(Saved data entries)

━━━

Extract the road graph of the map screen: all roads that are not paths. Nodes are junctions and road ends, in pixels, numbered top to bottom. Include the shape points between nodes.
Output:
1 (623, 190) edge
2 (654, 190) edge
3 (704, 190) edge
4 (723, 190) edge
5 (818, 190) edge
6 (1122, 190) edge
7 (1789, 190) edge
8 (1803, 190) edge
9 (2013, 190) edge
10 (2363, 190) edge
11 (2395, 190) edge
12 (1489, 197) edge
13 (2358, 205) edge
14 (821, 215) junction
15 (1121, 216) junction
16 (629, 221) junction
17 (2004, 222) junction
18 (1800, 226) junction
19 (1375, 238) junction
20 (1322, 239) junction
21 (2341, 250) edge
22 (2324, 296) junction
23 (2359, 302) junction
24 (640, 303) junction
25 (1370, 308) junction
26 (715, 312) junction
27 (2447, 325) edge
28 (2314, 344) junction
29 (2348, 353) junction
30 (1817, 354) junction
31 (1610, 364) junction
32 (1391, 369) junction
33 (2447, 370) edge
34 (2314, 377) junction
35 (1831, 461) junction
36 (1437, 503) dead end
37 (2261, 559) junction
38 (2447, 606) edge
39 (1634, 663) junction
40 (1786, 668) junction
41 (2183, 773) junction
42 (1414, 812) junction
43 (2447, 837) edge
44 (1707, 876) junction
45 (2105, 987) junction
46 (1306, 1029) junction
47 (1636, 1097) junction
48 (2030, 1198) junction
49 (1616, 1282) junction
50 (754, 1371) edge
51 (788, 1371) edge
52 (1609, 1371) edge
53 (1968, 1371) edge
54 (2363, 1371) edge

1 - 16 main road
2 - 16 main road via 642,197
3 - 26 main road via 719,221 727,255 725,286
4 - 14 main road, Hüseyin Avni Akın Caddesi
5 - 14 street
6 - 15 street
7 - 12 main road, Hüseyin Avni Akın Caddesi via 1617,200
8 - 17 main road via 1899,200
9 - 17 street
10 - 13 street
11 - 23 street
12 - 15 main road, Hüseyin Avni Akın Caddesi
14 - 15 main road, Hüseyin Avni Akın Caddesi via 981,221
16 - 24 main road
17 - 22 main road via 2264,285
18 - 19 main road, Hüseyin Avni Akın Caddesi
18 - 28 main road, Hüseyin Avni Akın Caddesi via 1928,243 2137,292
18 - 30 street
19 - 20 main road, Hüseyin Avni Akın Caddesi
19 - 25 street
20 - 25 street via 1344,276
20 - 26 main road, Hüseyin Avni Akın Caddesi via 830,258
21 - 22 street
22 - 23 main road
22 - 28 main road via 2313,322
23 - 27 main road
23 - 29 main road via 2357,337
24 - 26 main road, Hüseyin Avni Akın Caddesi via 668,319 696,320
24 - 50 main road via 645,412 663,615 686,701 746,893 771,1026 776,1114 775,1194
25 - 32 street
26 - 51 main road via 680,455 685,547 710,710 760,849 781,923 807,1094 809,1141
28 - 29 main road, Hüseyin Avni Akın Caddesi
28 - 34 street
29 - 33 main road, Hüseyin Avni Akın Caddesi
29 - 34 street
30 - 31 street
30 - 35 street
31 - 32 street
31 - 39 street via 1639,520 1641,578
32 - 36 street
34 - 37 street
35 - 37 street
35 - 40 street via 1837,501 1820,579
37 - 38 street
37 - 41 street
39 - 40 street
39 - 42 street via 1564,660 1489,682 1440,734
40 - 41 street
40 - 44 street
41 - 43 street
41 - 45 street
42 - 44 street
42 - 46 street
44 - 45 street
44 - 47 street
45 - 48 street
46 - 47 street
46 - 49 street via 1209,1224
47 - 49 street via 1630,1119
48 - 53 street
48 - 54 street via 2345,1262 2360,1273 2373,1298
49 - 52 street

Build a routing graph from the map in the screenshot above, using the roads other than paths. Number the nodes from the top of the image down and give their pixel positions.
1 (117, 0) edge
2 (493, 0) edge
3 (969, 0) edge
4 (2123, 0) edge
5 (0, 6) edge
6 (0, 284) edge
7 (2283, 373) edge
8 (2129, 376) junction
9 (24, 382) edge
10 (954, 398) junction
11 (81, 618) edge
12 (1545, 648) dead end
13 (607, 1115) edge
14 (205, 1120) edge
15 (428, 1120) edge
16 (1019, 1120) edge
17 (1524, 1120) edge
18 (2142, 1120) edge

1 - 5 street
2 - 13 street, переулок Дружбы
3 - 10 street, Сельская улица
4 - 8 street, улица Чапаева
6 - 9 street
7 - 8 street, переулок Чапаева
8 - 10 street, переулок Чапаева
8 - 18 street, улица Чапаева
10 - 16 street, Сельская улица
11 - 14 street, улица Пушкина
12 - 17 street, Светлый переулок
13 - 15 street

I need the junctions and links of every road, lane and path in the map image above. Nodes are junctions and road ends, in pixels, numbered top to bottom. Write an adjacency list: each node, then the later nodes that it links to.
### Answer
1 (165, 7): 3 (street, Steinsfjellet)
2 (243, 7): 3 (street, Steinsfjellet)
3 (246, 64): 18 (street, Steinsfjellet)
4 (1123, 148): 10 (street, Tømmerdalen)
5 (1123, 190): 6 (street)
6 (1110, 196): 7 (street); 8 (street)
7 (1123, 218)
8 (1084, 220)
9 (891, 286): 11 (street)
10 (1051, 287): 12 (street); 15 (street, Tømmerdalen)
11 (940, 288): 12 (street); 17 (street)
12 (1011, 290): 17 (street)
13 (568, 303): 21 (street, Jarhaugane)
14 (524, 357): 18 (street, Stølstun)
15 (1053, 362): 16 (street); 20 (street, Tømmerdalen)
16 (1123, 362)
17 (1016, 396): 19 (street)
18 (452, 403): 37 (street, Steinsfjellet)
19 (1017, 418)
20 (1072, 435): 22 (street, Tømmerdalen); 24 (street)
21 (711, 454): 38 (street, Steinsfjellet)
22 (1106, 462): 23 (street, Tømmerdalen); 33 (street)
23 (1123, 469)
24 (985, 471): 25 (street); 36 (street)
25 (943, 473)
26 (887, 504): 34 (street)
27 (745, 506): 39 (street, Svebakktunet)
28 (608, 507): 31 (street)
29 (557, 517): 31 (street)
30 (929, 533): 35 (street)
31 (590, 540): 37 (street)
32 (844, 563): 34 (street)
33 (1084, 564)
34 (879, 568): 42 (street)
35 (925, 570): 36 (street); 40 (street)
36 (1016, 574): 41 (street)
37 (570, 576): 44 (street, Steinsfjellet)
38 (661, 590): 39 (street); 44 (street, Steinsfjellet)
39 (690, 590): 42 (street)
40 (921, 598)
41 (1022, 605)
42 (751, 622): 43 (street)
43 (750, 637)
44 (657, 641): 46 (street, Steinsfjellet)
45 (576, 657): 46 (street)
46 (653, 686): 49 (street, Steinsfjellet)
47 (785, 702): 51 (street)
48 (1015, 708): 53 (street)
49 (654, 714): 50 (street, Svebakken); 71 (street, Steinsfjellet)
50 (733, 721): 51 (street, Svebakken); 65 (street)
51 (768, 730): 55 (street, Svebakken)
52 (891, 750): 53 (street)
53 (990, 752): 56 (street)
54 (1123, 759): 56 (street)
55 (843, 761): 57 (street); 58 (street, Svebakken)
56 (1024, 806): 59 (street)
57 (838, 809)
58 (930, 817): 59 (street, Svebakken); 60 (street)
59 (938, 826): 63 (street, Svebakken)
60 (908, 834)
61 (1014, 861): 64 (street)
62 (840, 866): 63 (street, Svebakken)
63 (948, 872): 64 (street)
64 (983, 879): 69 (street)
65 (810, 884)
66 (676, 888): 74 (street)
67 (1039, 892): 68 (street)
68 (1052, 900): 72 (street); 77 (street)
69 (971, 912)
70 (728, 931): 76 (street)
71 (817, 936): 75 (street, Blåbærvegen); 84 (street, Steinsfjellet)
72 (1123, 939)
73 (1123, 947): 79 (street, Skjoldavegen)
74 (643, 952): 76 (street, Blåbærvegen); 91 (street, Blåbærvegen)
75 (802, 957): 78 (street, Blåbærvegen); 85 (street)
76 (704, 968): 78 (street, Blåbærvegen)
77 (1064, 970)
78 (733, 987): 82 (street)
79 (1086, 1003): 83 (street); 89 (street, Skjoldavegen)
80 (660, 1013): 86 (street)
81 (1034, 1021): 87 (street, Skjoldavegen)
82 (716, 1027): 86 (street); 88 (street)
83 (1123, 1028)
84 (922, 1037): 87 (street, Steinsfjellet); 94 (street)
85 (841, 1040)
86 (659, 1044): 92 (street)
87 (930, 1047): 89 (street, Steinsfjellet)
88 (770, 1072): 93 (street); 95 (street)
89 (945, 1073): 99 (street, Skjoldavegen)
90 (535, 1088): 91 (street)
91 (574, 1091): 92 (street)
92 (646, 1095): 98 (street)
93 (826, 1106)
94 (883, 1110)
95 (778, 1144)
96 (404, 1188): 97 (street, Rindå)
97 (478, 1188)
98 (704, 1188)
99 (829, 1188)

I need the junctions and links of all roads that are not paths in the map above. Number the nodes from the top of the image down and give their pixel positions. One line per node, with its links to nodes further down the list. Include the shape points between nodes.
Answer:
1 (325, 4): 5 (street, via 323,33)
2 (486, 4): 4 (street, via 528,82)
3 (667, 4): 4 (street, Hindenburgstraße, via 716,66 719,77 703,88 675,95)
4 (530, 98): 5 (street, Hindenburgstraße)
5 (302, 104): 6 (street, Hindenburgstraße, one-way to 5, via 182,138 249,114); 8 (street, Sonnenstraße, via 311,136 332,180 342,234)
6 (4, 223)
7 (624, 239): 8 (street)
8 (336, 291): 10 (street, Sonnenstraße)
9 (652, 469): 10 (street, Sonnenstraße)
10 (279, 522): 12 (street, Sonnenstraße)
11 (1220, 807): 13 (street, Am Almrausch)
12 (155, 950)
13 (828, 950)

━━━

Your task:
Can you repeat, word for word, every line above from the one containing "Build a routing" down to the one containing "I need the junctions and links of every", including both?

Solution to the problem:
Build a routing graph from the map in the screenshot above, using the roads other than paths. Number the nodes from the top of the image down and give their pixel positions.
1 (117, 0) edge
2 (493, 0) edge
3 (969, 0) edge
4 (2123, 0) edge
5 (0, 6) edge
6 (0, 284) edge
7 (2283, 373) edge
8 (2129, 376) junction
9 (24, 382) edge
10 (954, 398) junction
11 (81, 618) edge
12 (1545, 648) dead end
13 (607, 1115) edge
14 (205, 1120) edge
15 (428, 1120) edge
16 (1019, 1120) edge
17 (1524, 1120) edge
18 (2142, 1120) edge

1 - 5 street
2 - 13 street, переулок Дружбы
3 - 10 street, Сельская улица
4 - 8 street, улица Чапаева
6 - 9 street
7 - 8 street, переулок Чапаева
8 - 10 street, переулок Чапаева
8 - 18 street, улица Чапаева
10 - 16 street, Сельская улица
11 - 14 street, улица Пушкина
12 - 17 street, Светлый переулок
13 - 15 street

I need the junctions and links of every road, lane and path in the map image above. Nodes are junctions and road ends, in pixels, numbered top to bottom. Write an adjacency list: each node, then the later nodes that it links to.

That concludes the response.